Stored data:
= Beginning of Section =

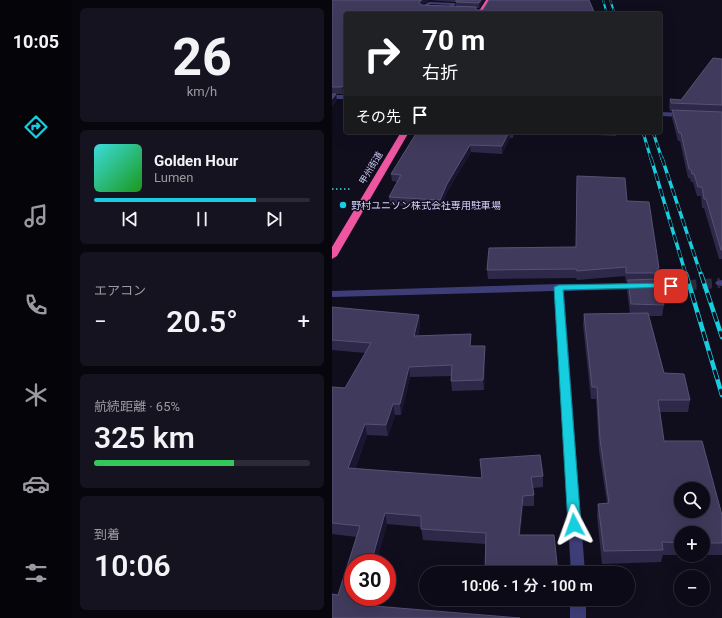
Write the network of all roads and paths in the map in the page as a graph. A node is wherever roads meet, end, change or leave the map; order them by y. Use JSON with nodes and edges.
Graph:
{"nodes":[{"id":1,"x":489,"y":0,"type":"edge"},
{"id":2,"x":449,"y":9,"type":"junction"},
{"id":3,"x":456,"y":9,"type":"edge"},
{"id":4,"x":479,"y":11,"type":"edge"},
{"id":5,"x":332,"y":96,"type":"edge"},
{"id":6,"x":344,"y":97,"type":"edge"},
{"id":7,"x":662,"y":114,"type":"edge"},
{"id":8,"x":690,"y":115,"type":"edge"},
{"id":9,"x":404,"y":134,"type":"edge"},
{"id":10,"x":332,"y":256,"type":"edge"},
{"id":11,"x":671,"y":286,"type":"tunnel mouth"},
{"id":12,"x":559,"y":287,"type":"junction"},
{"id":13,"x":332,"y":294,"type":"edge"},
{"id":14,"x":578,"y":566,"type":"edge"},
{"id":15,"x":578,"y":606,"type":"edge"},
{"id":16,"x":578,"y":618,"type":"edge"}],
"edges":[{"from":1,"to":4,"type":"highway"},
{"from":2,"to":2,"type":"street"},
{"from":2,"to":3,"type":"street"},
{"from":5,"to":6,"type":"street"},
{"from":7,"to":8,"type":"street"},
{"from":9,"to":10,"type":"highway","name":"甲州街道"},
{"from":11,"to":12,"type":"street"},
{"from":12,"to":13,"type":"street"},
{"from":12,"to":14,"type":"street"},
{"from":15,"to":16,"type":"street"}]}
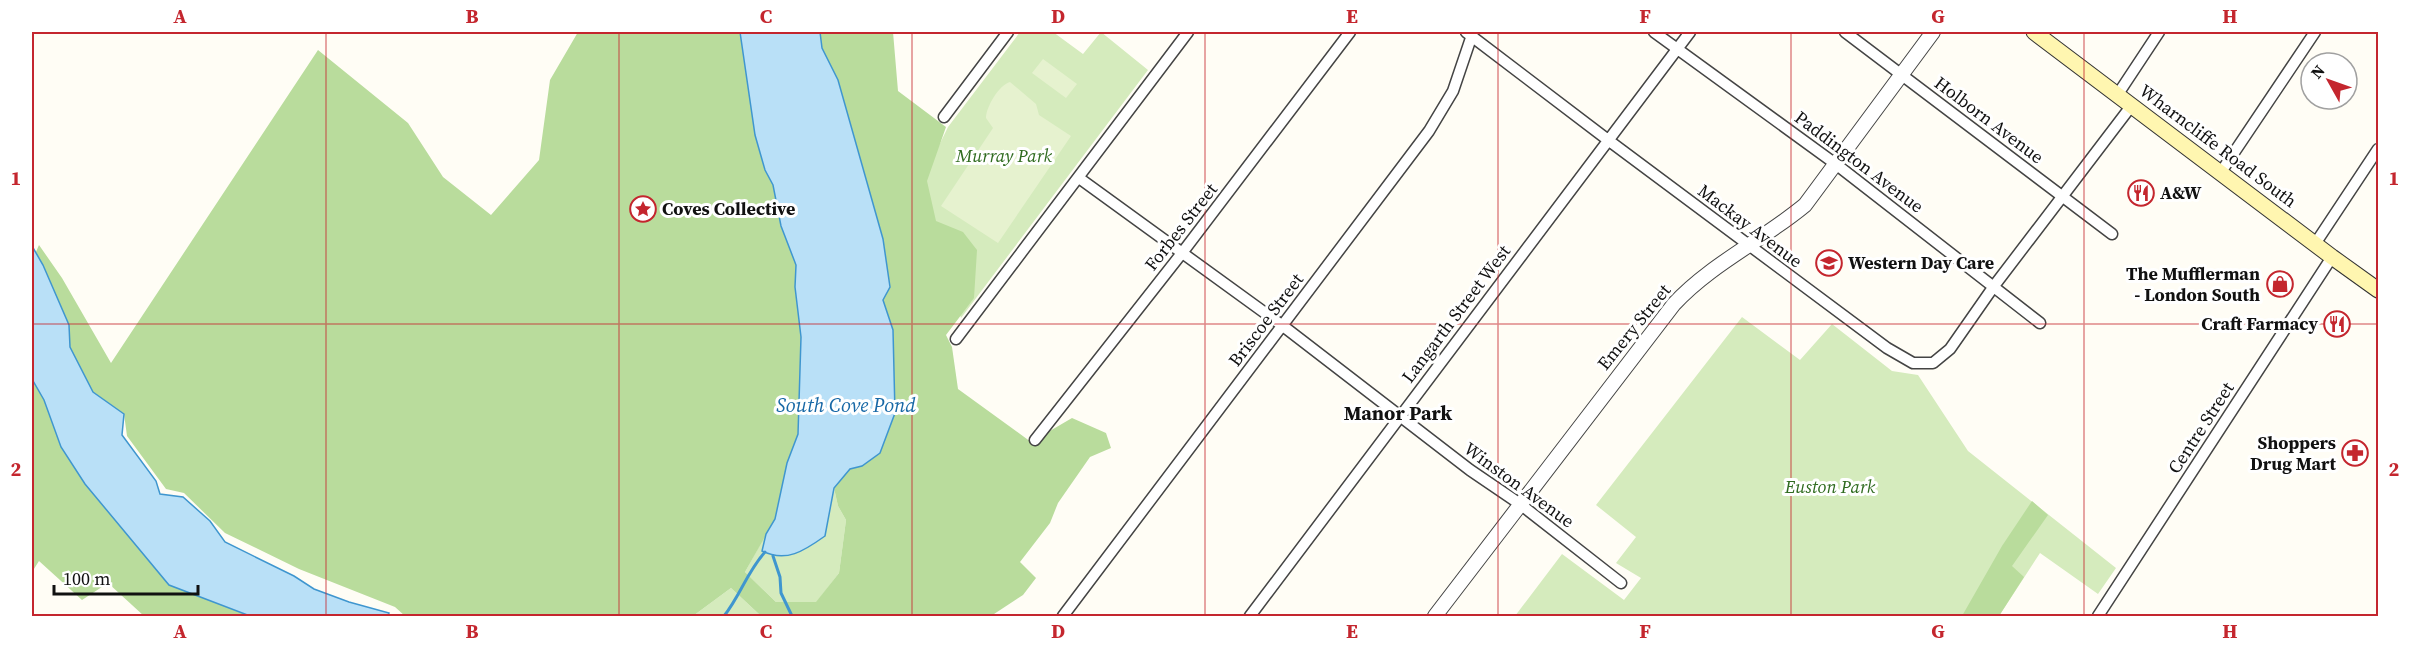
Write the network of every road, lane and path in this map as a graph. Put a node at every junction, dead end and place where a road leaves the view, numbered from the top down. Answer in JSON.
{"nodes":[{"id":1,"x":1008,"y":32,"type":"edge"},
{"id":2,"x":1188,"y":32,"type":"edge"},
{"id":3,"x":1350,"y":32,"type":"edge"},
{"id":4,"x":1654,"y":32,"type":"edge"},
{"id":5,"x":1690,"y":32,"type":"edge"},
{"id":6,"x":1845,"y":32,"type":"edge"},
{"id":7,"x":1933,"y":32,"type":"edge"},
{"id":8,"x":2034,"y":32,"type":"edge"},
{"id":9,"x":2159,"y":32,"type":"edge"},
{"id":10,"x":2315,"y":32,"type":"edge"},
{"id":11,"x":1471,"y":33,"type":"edge"},
{"id":12,"x":1677,"y":49,"type":"junction"},
{"id":13,"x":1902,"y":75,"type":"junction"},
{"id":14,"x":2118,"y":94,"type":"junction"},
{"id":15,"x":2132,"y":105,"type":"junction"},
{"id":16,"x":944,"y":117,"type":"dead end"},
{"id":17,"x":1608,"y":140,"type":"junction"},
{"id":18,"x":2379,"y":149,"type":"edge"},
{"id":19,"x":1837,"y":165,"type":"junction"},
{"id":20,"x":2220,"y":172,"type":"junction"},
{"id":21,"x":1078,"y":178,"type":"junction"},
{"id":22,"x":2063,"y":197,"type":"junction"},
{"id":23,"x":2112,"y":234,"type":"dead end"},
{"id":24,"x":2315,"y":244,"type":"junction"},
{"id":25,"x":1749,"y":246,"type":"junction"},
{"id":26,"x":1182,"y":253,"type":"junction"},
{"id":27,"x":2332,"y":257,"type":"junction"},
{"id":28,"x":1994,"y":286,"type":"junction"},
{"id":29,"x":2379,"y":290,"type":"edge"},
{"id":30,"x":2040,"y":323,"type":"dead end"},
{"id":31,"x":1283,"y":326,"type":"junction"},
{"id":32,"x":956,"y":339,"type":"dead end"},
{"id":33,"x":1400,"y":416,"type":"junction"},
{"id":34,"x":1035,"y":440,"type":"dead end"},
{"id":35,"x":1520,"y":504,"type":"junction"},
{"id":36,"x":1621,"y":583,"type":"dead end"},
{"id":37,"x":1066,"y":615,"type":"edge"},
{"id":38,"x":1250,"y":616,"type":"edge"},
{"id":39,"x":1435,"y":616,"type":"edge"},
{"id":40,"x":2098,"y":616,"type":"edge"}],
"edges":[{"from":1,"to":16,"type":"street"},
{"from":2,"to":21,"type":"street"},
{"from":3,"to":26,"type":"street","name":"Forbes Street"},
{"from":4,"to":12,"type":"street","name":"Paddington Avenue"},
{"from":5,"to":12,"type":"street","name":"Langarth Street West"},
{"from":6,"to":13,"type":"street","name":"Holborn Avenue"},
{"from":7,"to":13,"type":"street","name":"Emery Street"},
{"from":8,"to":14,"type":"main road","name":"Wharncliffe Road South"},
{"from":9,"to":14,"type":"street"},
{"from":10,"to":20,"type":"street"},
{"from":11,"to":17,"type":"street","name":"Mackay Avenue"},
{"from":11,"to":31,"type":"street","name":"Briscoe Street"},
{"from":12,"to":17,"type":"street","name":"Langarth Street West"},
{"from":12,"to":19,"type":"street","name":"Paddington Avenue"},
{"from":13,"to":19,"type":"street","name":"Emery Street"},
{"from":13,"to":22,"type":"street","name":"Holborn Avenue"},
{"from":14,"to":15,"type":"main road","name":"Wharncliffe Road South"},
{"from":15,"to":20,"type":"main road","name":"Wharncliffe Road South"},
{"from":15,"to":22,"type":"street","name":"Mackay Avenue"},
{"from":17,"to":25,"type":"street","name":"Mackay Avenue"},
{"from":17,"to":33,"type":"street","name":"Langarth Street West"},
{"from":18,"to":24,"type":"street"},
{"from":19,"to":25,"type":"street","name":"Emery Street"},
{"from":19,"to":28,"type":"street","name":"Paddington Avenue"},
{"from":20,"to":24,"type":"main road","name":"Wharncliffe Road South"},
{"from":21,"to":26,"type":"street","name":"Winston Avenue"},
{"from":21,"to":32,"type":"street"},
{"from":22,"to":23,"type":"street","name":"Holborn Avenue"},
{"from":22,"to":28,"type":"street","name":"Mackay Avenue"},
{"from":24,"to":27,"type":"main road","name":"Wharncliffe Road South"},
{"from":25,"to":28,"type":"street","name":"Mackay Avenue"},
{"from":25,"to":35,"type":"street","name":"Emery Street"},
{"from":26,"to":31,"type":"street","name":"Winston Avenue"},
{"from":26,"to":34,"type":"street","name":"Forbes Street"},
{"from":27,"to":29,"type":"main road","name":"Wharncliffe Road South"},
{"from":27,"to":40,"type":"street","name":"Centre Street"},
{"from":28,"to":30,"type":"street","name":"Paddington Avenue"},
{"from":31,"to":33,"type":"street","name":"Winston Avenue"},
{"from":31,"to":37,"type":"street","name":"Briscoe Street"},
{"from":33,"to":35,"type":"street","name":"Winston Avenue"},
{"from":33,"to":38,"type":"street","name":"Langarth Street West"},
{"from":35,"to":36,"type":"street","name":"Winston Avenue"},
{"from":35,"to":39,"type":"street","name":"Emery Street"}]}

= End of Section =

## Problem statement:
Reproduce the records, all of them, word for word; omit the pictures.

## Response to the exercise:
Write the network of all roads and paths in the map in the page as a graph. A node is wherever roads meet, end, change or leave the map; order them by y. Use JSON with nodes and edges.
Graph:
{"nodes":[{"id":1,"x":489,"y":0,"type":"edge"},
{"id":2,"x":449,"y":9,"type":"junction"},
{"id":3,"x":456,"y":9,"type":"edge"},
{"id":4,"x":479,"y":11,"type":"edge"},
{"id":5,"x":332,"y":96,"type":"edge"},
{"id":6,"x":344,"y":97,"type":"edge"},
{"id":7,"x":662,"y":114,"type":"edge"},
{"id":8,"x":690,"y":115,"type":"edge"},
{"id":9,"x":404,"y":134,"type":"edge"},
{"id":10,"x":332,"y":256,"type":"edge"},
{"id":11,"x":671,"y":286,"type":"tunnel mouth"},
{"id":12,"x":559,"y":287,"type":"junction"},
{"id":13,"x":332,"y":294,"type":"edge"},
{"id":14,"x":578,"y":566,"type":"edge"},
{"id":15,"x":578,"y":606,"type":"edge"},
{"id":16,"x":578,"y":618,"type":"edge"}],
"edges":[{"from":1,"to":4,"type":"highway"},
{"from":2,"to":2,"type":"street"},
{"from":2,"to":3,"type":"street"},
{"from":5,"to":6,"type":"street"},
{"from":7,"to":8,"type":"street"},
{"from":9,"to":10,"type":"highway","name":"甲州街道"},
{"from":11,"to":12,"type":"street"},
{"from":12,"to":13,"type":"street"},
{"from":12,"to":14,"type":"street"},
{"from":15,"to":16,"type":"street"}]}
Write the network of every road, lane and path in this map as a graph. Put a node at every junction, dead end and place where a road leaves the view, numbered from the top down. Answer in JSON.
{"nodes":[{"id":1,"x":1008,"y":32,"type":"edge"},
{"id":2,"x":1188,"y":32,"type":"edge"},
{"id":3,"x":1350,"y":32,"type":"edge"},
{"id":4,"x":1654,"y":32,"type":"edge"},
{"id":5,"x":1690,"y":32,"type":"edge"},
{"id":6,"x":1845,"y":32,"type":"edge"},
{"id":7,"x":1933,"y":32,"type":"edge"},
{"id":8,"x":2034,"y":32,"type":"edge"},
{"id":9,"x":2159,"y":32,"type":"edge"},
{"id":10,"x":2315,"y":32,"type":"edge"},
{"id":11,"x":1471,"y":33,"type":"edge"},
{"id":12,"x":1677,"y":49,"type":"junction"},
{"id":13,"x":1902,"y":75,"type":"junction"},
{"id":14,"x":2118,"y":94,"type":"junction"},
{"id":15,"x":2132,"y":105,"type":"junction"},
{"id":16,"x":944,"y":117,"type":"dead end"},
{"id":17,"x":1608,"y":140,"type":"junction"},
{"id":18,"x":2379,"y":149,"type":"edge"},
{"id":19,"x":1837,"y":165,"type":"junction"},
{"id":20,"x":2220,"y":172,"type":"junction"},
{"id":21,"x":1078,"y":178,"type":"junction"},
{"id":22,"x":2063,"y":197,"type":"junction"},
{"id":23,"x":2112,"y":234,"type":"dead end"},
{"id":24,"x":2315,"y":244,"type":"junction"},
{"id":25,"x":1749,"y":246,"type":"junction"},
{"id":26,"x":1182,"y":253,"type":"junction"},
{"id":27,"x":2332,"y":257,"type":"junction"},
{"id":28,"x":1994,"y":286,"type":"junction"},
{"id":29,"x":2379,"y":290,"type":"edge"},
{"id":30,"x":2040,"y":323,"type":"dead end"},
{"id":31,"x":1283,"y":326,"type":"junction"},
{"id":32,"x":956,"y":339,"type":"dead end"},
{"id":33,"x":1400,"y":416,"type":"junction"},
{"id":34,"x":1035,"y":440,"type":"dead end"},
{"id":35,"x":1520,"y":504,"type":"junction"},
{"id":36,"x":1621,"y":583,"type":"dead end"},
{"id":37,"x":1066,"y":615,"type":"edge"},
{"id":38,"x":1250,"y":616,"type":"edge"},
{"id":39,"x":1435,"y":616,"type":"edge"},
{"id":40,"x":2098,"y":616,"type":"edge"}],
"edges":[{"from":1,"to":16,"type":"street"},
{"from":2,"to":21,"type":"street"},
{"from":3,"to":26,"type":"street","name":"Forbes Street"},
{"from":4,"to":12,"type":"street","name":"Paddington Avenue"},
{"from":5,"to":12,"type":"street","name":"Langarth Street West"},
{"from":6,"to":13,"type":"street","name":"Holborn Avenue"},
{"from":7,"to":13,"type":"street","name":"Emery Street"},
{"from":8,"to":14,"type":"main road","name":"Wharncliffe Road South"},
{"from":9,"to":14,"type":"street"},
{"from":10,"to":20,"type":"street"},
{"from":11,"to":17,"type":"street","name":"Mackay Avenue"},
{"from":11,"to":31,"type":"street","name":"Briscoe Street"},
{"from":12,"to":17,"type":"street","name":"Langarth Street West"},
{"from":12,"to":19,"type":"street","name":"Paddington Avenue"},
{"from":13,"to":19,"type":"street","name":"Emery Street"},
{"from":13,"to":22,"type":"street","name":"Holborn Avenue"},
{"from":14,"to":15,"type":"main road","name":"Wharncliffe Road South"},
{"from":15,"to":20,"type":"main road","name":"Wharncliffe Road South"},
{"from":15,"to":22,"type":"street","name":"Mackay Avenue"},
{"from":17,"to":25,"type":"street","name":"Mackay Avenue"},
{"from":17,"to":33,"type":"street","name":"Langarth Street West"},
{"from":18,"to":24,"type":"street"},
{"from":19,"to":25,"type":"street","name":"Emery Street"},
{"from":19,"to":28,"type":"street","name":"Paddington Avenue"},
{"from":20,"to":24,"type":"main road","name":"Wharncliffe Road South"},
{"from":21,"to":26,"type":"street","name":"Winston Avenue"},
{"from":21,"to":32,"type":"street"},
{"from":22,"to":23,"type":"street","name":"Holborn Avenue"},
{"from":22,"to":28,"type":"street","name":"Mackay Avenue"},
{"from":24,"to":27,"type":"main road","name":"Wharncliffe Road South"},
{"from":25,"to":28,"type":"street","name":"Mackay Avenue"},
{"from":25,"to":35,"type":"street","name":"Emery Street"},
{"from":26,"to":31,"type":"street","name":"Winston Avenue"},
{"from":26,"to":34,"type":"street","name":"Forbes Street"},
{"from":27,"to":29,"type":"main road","name":"Wharncliffe Road South"},
{"from":27,"to":40,"type":"street","name":"Centre Street"},
{"from":28,"to":30,"type":"street","name":"Paddington Avenue"},
{"from":31,"to":33,"type":"street","name":"Winston Avenue"},
{"from":31,"to":37,"type":"street","name":"Briscoe Street"},
{"from":33,"to":35,"type":"street","name":"Winston Avenue"},
{"from":33,"to":38,"type":"street","name":"Langarth Street West"},
{"from":35,"to":36,"type":"street","name":"Winston Avenue"},
{"from":35,"to":39,"type":"street","name":"Emery Street"}]}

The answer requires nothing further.